Les hivernales moto ont toujours été une curiosité pour nous. Pourtant le concept est simple : rouler à bécane en plein hiver pour se cailler les miches et camper entre potes. Toute personne non-familière au masochisme motocycliste est donc en droit de se demander pourquoi. Pourquoi dormir en tente par des températures négatives ? Pourquoi rouler à moto sous la neige ? En résumé, pourquoi s’infliger ça ?
Et bien, dans cet article, nous allons essayer de percer le mystère en revenant sur notre première participation à un évènement de ce type : la minivernale du Cantal. Bonne lecture !

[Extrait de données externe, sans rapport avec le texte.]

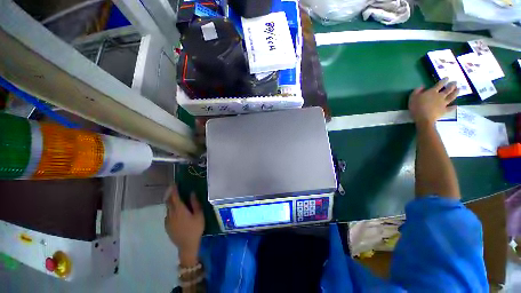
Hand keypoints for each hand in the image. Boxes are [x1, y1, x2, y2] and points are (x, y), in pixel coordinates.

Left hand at [164, 185, 204, 266]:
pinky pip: (168, 215)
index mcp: (180, 210)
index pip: (175, 197)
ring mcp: (168, 221)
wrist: (187, 246)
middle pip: (169, 201)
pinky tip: (176, 212)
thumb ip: (195, 203)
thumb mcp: (199, 215)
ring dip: (171, 202)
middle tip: (174, 189)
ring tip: (176, 199)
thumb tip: (192, 193)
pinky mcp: (167, 226)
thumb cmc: (195, 229)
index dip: (174, 189)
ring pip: (168, 208)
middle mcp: (171, 214)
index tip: (174, 183)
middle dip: (170, 194)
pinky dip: (171, 210)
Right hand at [409, 78, 458, 126]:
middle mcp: (440, 96)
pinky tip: (456, 105)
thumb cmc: (416, 107)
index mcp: (432, 92)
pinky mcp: (444, 110)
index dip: (444, 80)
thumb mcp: (413, 97)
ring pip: (452, 97)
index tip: (447, 78)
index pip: (439, 84)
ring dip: (456, 93)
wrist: (423, 118)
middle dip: (452, 85)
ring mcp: (443, 103)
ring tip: (458, 89)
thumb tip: (422, 86)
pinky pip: (450, 108)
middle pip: (448, 89)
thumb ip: (417, 90)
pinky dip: (453, 107)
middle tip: (455, 82)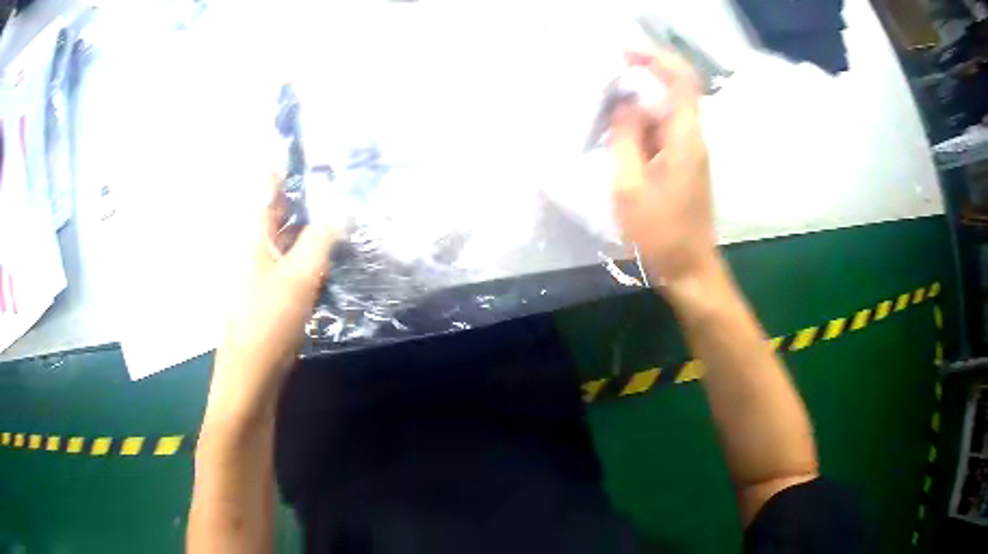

On commence par l'histoire de l'hivernale
Des origines allemandes nazies (encore !!)
Parlons un peu de ce concept étrange. A quel moment, ça a déconné dans la tête d’un motard pour qu’il se dise : « je vous emmerde, je vais camper sous la neige, et je m’en fous si il fait -10°C ». Et bien, il semblerait que tout ait réellement commencé en Allemagne, avec le rassemblement des éléphants (Elefantentreffen).
En 1956, d’anciens combattants allemands étaient nostalgiques de la Wermacht. Ils ont commencé à se retrouver en hiver au guidon de leurs side-car Zündapp et BMW. L’évènement s’est progressivement ouvert à tous les motards, rassemblant plus de 10 000 bécanes.
Quid de la France ?
Le concept serait arrivé en 1969 avec un rassemblement motard sur le plateau des Millevaches. Pourquoi là ? Parce que le spot est isolé et réputé pour son climat rigoureux. La première édition fut dantesque : Pléthor de neige, -18°C, et seulement 100 participants sur les 250 atteignent le lieu de camping. C’est ainsi que la légende des Millevaches est née. Depuis, le concept séduit de plus en plus de motards désireux d’en découdre avec le froid et d’arborer fièrement les écussons remis lors de ces évènements.
L'hivernale, un challenge que nous devions relever
Un petite voix dans ma tête me disait « tu dois le faire, tu dois aller te les geler par -10°C ».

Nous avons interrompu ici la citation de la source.